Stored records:
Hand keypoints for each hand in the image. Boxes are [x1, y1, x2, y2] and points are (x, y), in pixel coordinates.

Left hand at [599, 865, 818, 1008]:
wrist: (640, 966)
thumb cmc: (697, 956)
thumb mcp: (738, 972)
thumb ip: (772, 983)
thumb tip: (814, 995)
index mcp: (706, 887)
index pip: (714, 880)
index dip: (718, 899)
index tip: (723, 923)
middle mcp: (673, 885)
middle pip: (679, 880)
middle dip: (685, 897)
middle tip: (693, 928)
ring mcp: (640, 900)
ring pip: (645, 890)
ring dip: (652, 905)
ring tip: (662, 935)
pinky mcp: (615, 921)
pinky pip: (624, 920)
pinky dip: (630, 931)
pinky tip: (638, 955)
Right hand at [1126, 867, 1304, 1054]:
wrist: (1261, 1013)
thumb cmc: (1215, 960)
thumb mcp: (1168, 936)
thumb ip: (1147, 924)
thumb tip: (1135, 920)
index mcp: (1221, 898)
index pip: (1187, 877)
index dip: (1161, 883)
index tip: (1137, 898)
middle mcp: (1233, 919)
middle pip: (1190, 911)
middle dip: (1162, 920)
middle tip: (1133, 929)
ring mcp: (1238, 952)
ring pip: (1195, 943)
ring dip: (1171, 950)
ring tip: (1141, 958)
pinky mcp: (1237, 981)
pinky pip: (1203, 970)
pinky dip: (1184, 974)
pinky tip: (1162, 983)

Task description:
Count up the lines above in which the word "middle" appears, and give nothing but that count.

Solution to this problem:
8